Content starts

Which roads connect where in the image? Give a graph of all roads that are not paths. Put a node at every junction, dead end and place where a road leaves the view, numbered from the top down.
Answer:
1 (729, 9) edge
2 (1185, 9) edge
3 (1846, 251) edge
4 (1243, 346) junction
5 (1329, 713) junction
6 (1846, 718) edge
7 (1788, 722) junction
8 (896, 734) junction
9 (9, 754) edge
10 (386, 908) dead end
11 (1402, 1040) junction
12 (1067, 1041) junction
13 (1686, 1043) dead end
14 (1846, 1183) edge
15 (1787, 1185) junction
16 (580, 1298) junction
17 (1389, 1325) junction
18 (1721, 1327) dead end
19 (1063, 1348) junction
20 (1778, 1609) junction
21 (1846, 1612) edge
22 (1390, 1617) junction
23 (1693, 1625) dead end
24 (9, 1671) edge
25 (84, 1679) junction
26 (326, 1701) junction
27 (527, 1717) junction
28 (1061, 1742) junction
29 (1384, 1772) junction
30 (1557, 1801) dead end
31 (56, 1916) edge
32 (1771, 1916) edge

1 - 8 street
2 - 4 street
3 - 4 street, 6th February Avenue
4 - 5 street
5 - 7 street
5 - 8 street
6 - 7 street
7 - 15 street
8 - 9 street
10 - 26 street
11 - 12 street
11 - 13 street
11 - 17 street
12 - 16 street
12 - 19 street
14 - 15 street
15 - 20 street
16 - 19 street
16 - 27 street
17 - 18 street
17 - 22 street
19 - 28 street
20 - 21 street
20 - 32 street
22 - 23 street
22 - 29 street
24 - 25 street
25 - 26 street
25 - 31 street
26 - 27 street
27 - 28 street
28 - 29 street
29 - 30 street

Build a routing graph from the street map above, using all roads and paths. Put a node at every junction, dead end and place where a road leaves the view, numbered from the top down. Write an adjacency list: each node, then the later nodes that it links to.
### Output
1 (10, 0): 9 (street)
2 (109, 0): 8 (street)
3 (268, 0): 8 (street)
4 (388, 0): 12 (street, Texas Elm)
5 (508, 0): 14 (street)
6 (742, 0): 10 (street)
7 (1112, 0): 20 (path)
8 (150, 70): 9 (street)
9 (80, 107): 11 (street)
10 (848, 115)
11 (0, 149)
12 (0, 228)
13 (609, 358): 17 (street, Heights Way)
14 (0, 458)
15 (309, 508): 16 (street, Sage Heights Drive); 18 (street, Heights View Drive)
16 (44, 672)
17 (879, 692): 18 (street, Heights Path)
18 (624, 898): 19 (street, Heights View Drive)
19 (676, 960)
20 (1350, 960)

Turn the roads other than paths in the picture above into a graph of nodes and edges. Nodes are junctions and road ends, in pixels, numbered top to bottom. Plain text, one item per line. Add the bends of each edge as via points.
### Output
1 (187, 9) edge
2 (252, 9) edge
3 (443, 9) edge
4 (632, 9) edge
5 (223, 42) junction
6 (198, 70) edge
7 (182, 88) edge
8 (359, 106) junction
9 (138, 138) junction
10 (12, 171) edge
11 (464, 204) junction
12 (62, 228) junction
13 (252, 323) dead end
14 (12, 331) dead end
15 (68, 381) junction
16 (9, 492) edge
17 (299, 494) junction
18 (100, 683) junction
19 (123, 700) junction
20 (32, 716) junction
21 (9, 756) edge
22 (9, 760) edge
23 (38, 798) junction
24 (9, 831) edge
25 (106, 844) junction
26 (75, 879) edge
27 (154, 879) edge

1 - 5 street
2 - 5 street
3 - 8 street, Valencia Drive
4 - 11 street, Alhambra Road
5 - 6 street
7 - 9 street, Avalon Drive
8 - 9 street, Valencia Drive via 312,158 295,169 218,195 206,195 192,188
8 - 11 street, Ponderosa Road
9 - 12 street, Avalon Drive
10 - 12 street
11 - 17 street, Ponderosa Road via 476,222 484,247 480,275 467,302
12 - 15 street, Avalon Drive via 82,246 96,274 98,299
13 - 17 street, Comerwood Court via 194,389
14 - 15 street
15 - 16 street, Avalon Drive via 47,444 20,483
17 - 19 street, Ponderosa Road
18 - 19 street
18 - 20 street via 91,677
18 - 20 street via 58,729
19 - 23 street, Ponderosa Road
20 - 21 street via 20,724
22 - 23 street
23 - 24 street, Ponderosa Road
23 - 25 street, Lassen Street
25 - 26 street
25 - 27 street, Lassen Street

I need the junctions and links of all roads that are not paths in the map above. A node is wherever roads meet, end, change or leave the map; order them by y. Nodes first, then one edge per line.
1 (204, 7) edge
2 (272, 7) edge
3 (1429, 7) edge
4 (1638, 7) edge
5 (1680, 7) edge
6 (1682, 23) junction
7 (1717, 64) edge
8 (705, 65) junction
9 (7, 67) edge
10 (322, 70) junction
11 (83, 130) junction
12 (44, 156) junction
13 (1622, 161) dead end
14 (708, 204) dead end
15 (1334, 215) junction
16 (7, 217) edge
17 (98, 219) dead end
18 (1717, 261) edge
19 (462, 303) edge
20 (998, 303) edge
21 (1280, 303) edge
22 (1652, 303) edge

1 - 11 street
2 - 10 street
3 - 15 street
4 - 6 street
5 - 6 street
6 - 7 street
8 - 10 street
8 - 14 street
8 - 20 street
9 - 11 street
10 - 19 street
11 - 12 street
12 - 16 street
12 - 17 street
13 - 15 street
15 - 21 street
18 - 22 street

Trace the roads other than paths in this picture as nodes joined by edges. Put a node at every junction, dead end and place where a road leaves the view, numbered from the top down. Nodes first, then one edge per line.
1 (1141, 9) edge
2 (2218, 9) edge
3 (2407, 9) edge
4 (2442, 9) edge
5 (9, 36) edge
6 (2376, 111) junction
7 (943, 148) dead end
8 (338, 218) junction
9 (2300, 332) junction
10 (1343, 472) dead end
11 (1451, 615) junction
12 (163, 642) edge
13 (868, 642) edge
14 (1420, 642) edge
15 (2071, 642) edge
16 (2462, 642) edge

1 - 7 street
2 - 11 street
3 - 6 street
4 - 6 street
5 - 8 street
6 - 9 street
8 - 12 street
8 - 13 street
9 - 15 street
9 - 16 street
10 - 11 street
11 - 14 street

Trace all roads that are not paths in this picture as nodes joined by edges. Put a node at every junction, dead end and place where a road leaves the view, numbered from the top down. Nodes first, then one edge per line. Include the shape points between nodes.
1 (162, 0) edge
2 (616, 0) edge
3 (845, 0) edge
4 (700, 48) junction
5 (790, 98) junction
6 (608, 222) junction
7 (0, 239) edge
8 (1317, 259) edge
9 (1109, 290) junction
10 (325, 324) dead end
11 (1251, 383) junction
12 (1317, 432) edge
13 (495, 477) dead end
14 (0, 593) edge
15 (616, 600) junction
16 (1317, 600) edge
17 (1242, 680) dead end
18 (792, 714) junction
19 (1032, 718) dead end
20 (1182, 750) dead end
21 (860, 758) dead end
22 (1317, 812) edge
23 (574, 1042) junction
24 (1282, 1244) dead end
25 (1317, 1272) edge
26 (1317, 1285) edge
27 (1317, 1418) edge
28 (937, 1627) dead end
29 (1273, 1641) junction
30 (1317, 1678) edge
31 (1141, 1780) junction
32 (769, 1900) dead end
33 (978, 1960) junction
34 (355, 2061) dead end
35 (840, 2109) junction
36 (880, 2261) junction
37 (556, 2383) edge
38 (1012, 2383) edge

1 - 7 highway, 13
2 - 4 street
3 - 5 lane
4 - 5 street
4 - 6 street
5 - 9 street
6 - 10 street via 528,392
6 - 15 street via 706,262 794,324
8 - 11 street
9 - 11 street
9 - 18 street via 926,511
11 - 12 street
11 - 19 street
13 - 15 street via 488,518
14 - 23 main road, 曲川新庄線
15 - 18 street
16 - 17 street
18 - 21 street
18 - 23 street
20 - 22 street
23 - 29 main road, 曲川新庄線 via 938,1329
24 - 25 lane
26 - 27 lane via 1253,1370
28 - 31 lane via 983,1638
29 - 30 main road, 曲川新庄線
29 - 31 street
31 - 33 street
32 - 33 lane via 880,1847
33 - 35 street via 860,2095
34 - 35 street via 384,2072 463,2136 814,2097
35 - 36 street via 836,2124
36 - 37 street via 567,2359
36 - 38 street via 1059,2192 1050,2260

Content ends

**What you are asked to do:**
Pull every line containing "each" out of the entries.

**Solution for this task:**
Build a routing graph from the street map above, using all roads and paths. Put a node at every junction, dead end and place where a road leaves the view, numbered from the top down. Write an adjacency list: each node, then the later nodes that it links to.
Turn the roads other than paths in the picture above into a graph of nodes and edges. Nodes are junctions and road ends, in pixels, numbered top to bottom. Plain text, one item per line. Add the bends of each edge as via points.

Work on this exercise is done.